## PROBLEM DETAILS:
For the data that follows, state how many lines hold the string "Reissova", giving the number by itself.

Dataset entries:
________________________
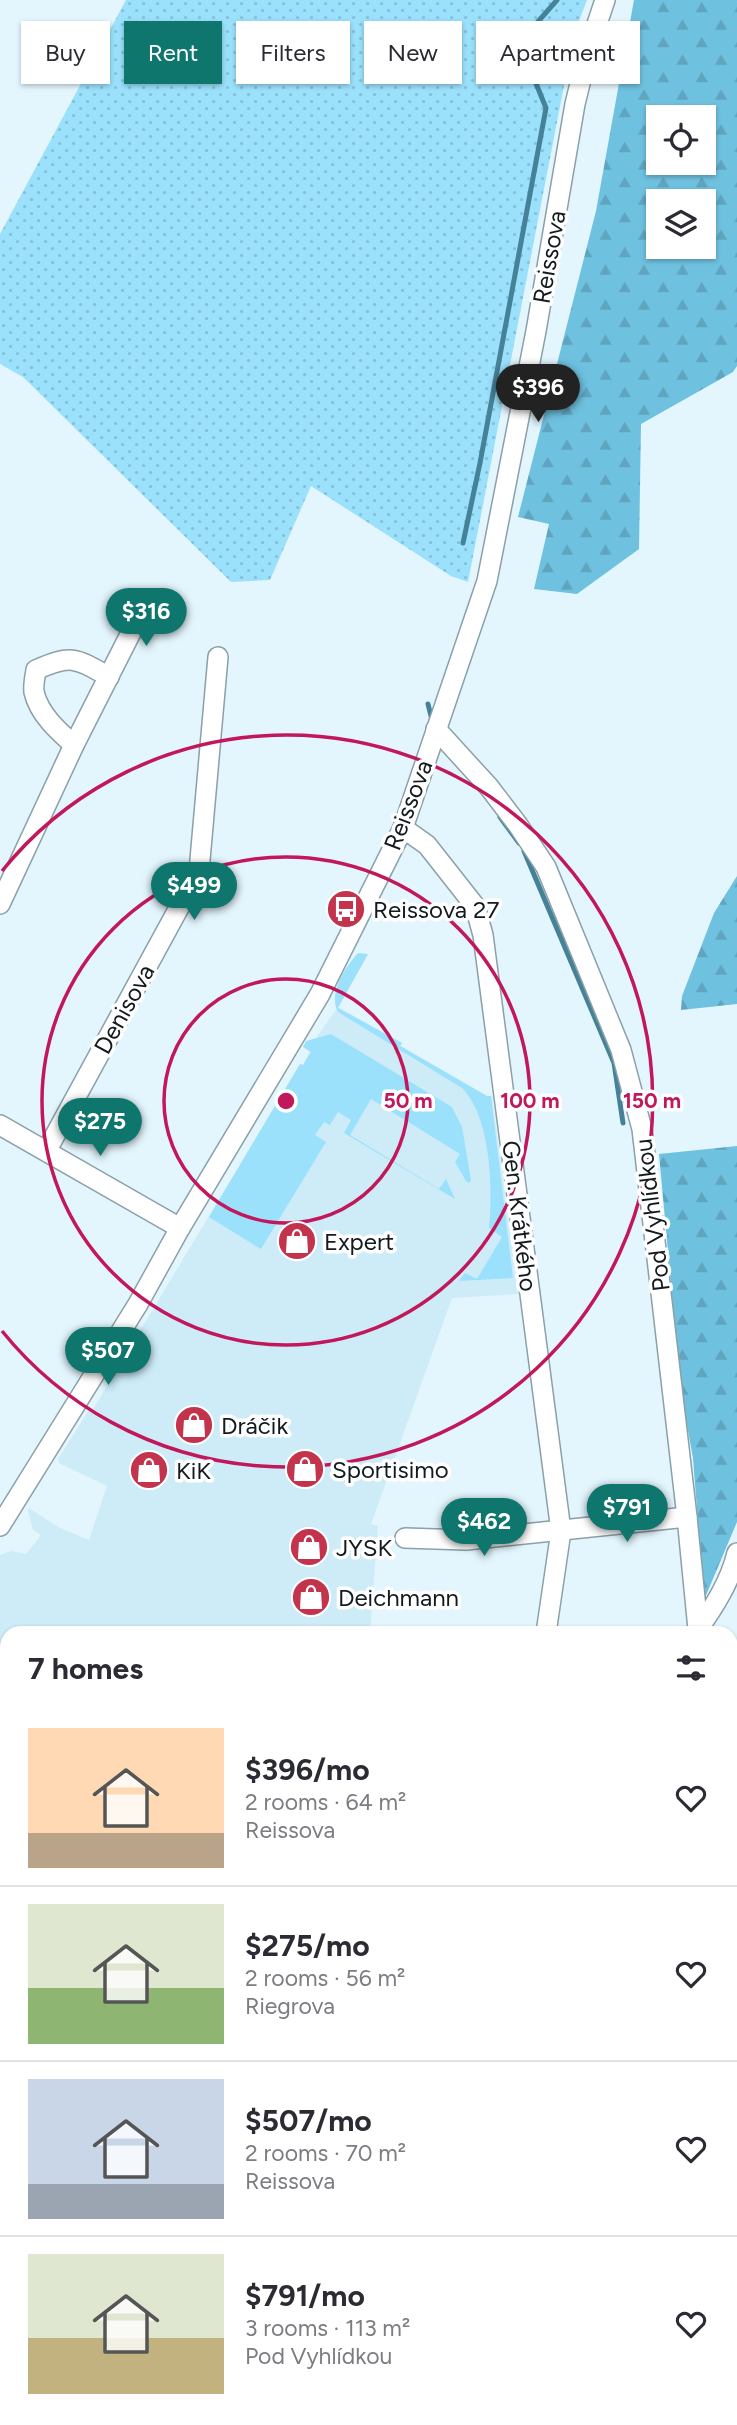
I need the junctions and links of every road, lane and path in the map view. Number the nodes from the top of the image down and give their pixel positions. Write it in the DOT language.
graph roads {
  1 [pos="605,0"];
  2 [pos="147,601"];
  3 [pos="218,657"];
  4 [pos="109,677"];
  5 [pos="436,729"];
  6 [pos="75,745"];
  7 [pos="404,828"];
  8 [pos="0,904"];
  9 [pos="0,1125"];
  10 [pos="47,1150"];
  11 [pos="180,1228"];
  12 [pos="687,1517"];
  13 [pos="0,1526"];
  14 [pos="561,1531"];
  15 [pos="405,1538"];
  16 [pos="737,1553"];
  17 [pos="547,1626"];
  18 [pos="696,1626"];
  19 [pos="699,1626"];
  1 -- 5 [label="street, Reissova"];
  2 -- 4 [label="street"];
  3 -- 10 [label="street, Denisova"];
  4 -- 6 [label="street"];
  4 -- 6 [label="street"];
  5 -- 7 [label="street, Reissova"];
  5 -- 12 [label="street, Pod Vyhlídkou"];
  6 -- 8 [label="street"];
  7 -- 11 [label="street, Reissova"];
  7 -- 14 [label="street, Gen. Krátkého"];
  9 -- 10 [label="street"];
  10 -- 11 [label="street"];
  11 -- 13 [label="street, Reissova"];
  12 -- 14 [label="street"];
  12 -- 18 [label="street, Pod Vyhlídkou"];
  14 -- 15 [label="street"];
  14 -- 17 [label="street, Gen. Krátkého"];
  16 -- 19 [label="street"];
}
________________________
## EXERCISE ANSWER:
4